In dieser Folge geht es um ein riesiges Thema. Zum Glück habe ich meine liebe Kollegin Johanna Di Blasi dazu eingeladen, die sich hier richtig auskennt. Wir beiden beschäftigen uns seit einiger Zeit, ganz unabgesprochen und von verschiedenen Seiten, mit den Themen Kolonialismus, Postkolonialismus, Geschichte der christlichen Mission. Das ist ein weites, umkämpftes, aber auch sehr interessantes Feld.
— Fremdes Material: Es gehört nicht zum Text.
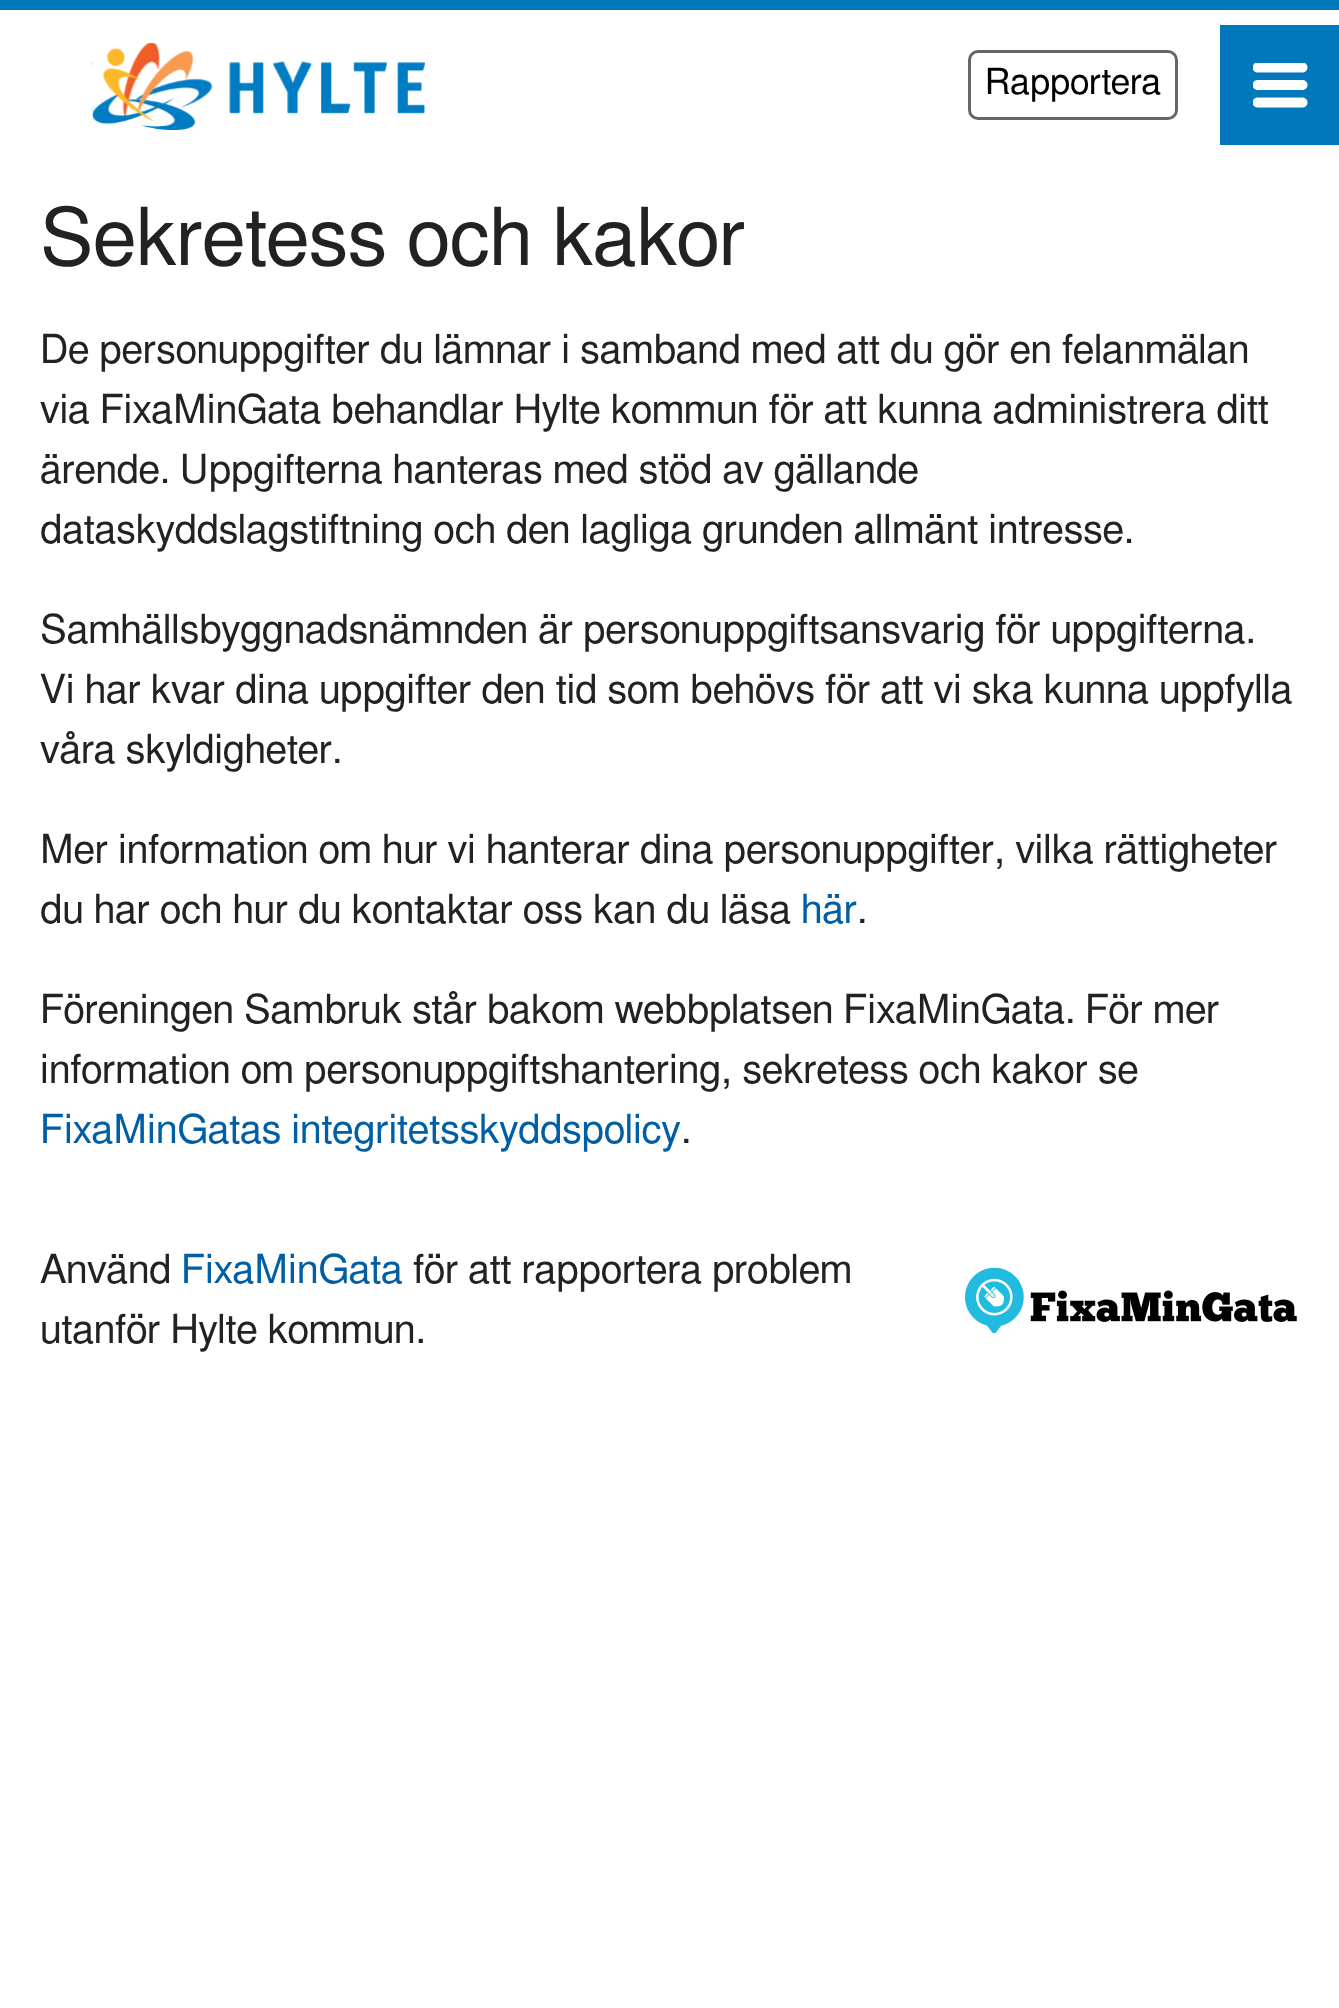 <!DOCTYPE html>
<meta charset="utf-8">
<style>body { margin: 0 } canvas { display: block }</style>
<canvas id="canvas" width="1339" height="2008"></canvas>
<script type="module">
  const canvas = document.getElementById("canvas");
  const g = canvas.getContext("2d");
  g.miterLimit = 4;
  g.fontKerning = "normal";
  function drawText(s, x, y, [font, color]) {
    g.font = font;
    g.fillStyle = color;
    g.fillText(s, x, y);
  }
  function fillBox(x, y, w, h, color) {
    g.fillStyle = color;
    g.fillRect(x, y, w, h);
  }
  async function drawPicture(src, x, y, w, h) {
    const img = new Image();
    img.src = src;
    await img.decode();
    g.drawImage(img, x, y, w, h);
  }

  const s1 = ["36px FreeSans", "#000000"];
  const s2 = ["80px FreeSans", "#222222"];
  const s3 = ["40px FreeSans", "#222222"];
  const s4 = ["40px FreeSans", "#005EA5"];

  fillBox(0, 0, 1339, 2008, "#FFFFFF");
  fillBox(0, 0, 1339, 10, "#0078BB");
  await drawPicture("pic1.png", 92, 43, 333, 87);
  g.beginPath();
  g.roundRect(969.5, 51.5, 207, 67, 8.5);
  g.strokeStyle = "#666666";
  g.lineWidth = 3;
  g.stroke();
  drawText("Rapportera", 985, 94, s1);
  fillBox(1220, 25, 119, 120, "#0078BB");
  await drawPicture("pic2.png", 1253, 63, 55, 45);
  drawText("Sekretess och kakor", 40, 265, s2);
  drawText("De personuppgifter du lämnar i samband med att du gör en felanmälan", 40, 363, s3);
  drawText("via FixaMinGata behandlar Hylte kommun för att kunna administrera ditt", 40, 423, s3);
  drawText("ärende. Uppgifterna hanteras med stöd av gällande", 40, 483, s3);
  drawText("dataskyddslagstiftning och den lagliga grunden allmänt intresse.", 40, 543, s3);
  drawText("Samhällsbyggnadsnämnden är personuppgiftsansvarig för uppgifterna.", 40, 643, s3);
  drawText("Vi har kvar dina uppgifter den tid som behövs för att vi ska kunna uppfylla", 40, 703, s3);
  drawText("våra skyldigheter.", 40, 763, s3);
  drawText("Mer information om hur vi hanterar dina personuppgifter, vilka rättigheter", 40, 863, s3);
  drawText("du har och hur du kontaktar oss kan du läsa", 40, 923, s3);
  drawText("här", 801, 923, s4);
  drawText(".", 857, 923, s3);
  drawText("Föreningen Sambruk står bakom webbplatsen FixaMinGata. För mer", 40, 1023, s3);
  drawText("information om personuppgiftshantering, sekretess och kakor se", 40, 1083, s3);
  drawText("FixaMinGatas integritetsskyddspolicy", 40, 1143, s4);
  drawText(".", 681, 1143, s3);
  drawText("Använd", 40, 1283, s3);
  drawText("FixaMinGata", 181, 1283, s4);
  drawText("för att rapportera problem", 413, 1283, s3);
  drawText("utanför Hylte kommun.", 40, 1343, s3);
  await drawPicture("pic3.png", 965, 1268, 332, 65);
</script>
Aufarbeitung der Kolonialgeschichte
Viel ist in den vergangenen Jahren in Bewegung geraten. Will man sich annähern, hilft es, sich mit einem exemplarischen Beispiel von Aufarbeitung der Kolonialgeschichte genauer zu beschäftigen: den Rückgaben von Raubgut.
Das können Kult- und Kunstwerke sein, aber auch „human remains“, also menschliche Gebeine. Davon gab und gibt es erschreckend viele in deutschen Museen und Forschungsdepots. Einige kamen nach dem Genozid an den Herero und Nama nach Deutschland, andere im Zuge sogenannter «rassenkundlicher» Forschungen. Das ist ein besonders abstossendes Beispiel von Rassismus.
Alte Konflikte wachrufen
Am Beispiel der Rückgabe von «human remains» oder «ancestral remains» von Deutschland nach Namibia aber zeigt sich, wie kompliziert es werden kann. Denn anders als verabredet, wurden diese Gebeine nicht beigesetzt. Die unterschiedlichen Gruppen in Namibia konnten sich nämlich nicht darüber verständigen, wo und wie dies geschehen sollte.
Hier, wie auch bei drei anderen Rückgaben an Namibia, zeigte sich, dass eine Restitution allein die Schuld- und Konfliktgeschichte keineswegs beendet, sondern im «Empfängerland» alte Konflikte neu wachrufen kann.
Gelungene Beispiele
Aber es gibt auch gelungene Beispiele von Restitutionen. Neue Begegnungen werden möglich und münden in echte Partnerschaften. Neue Modelle der Besitzübertragung oder des geteilten Besitzes werden ausprobiert.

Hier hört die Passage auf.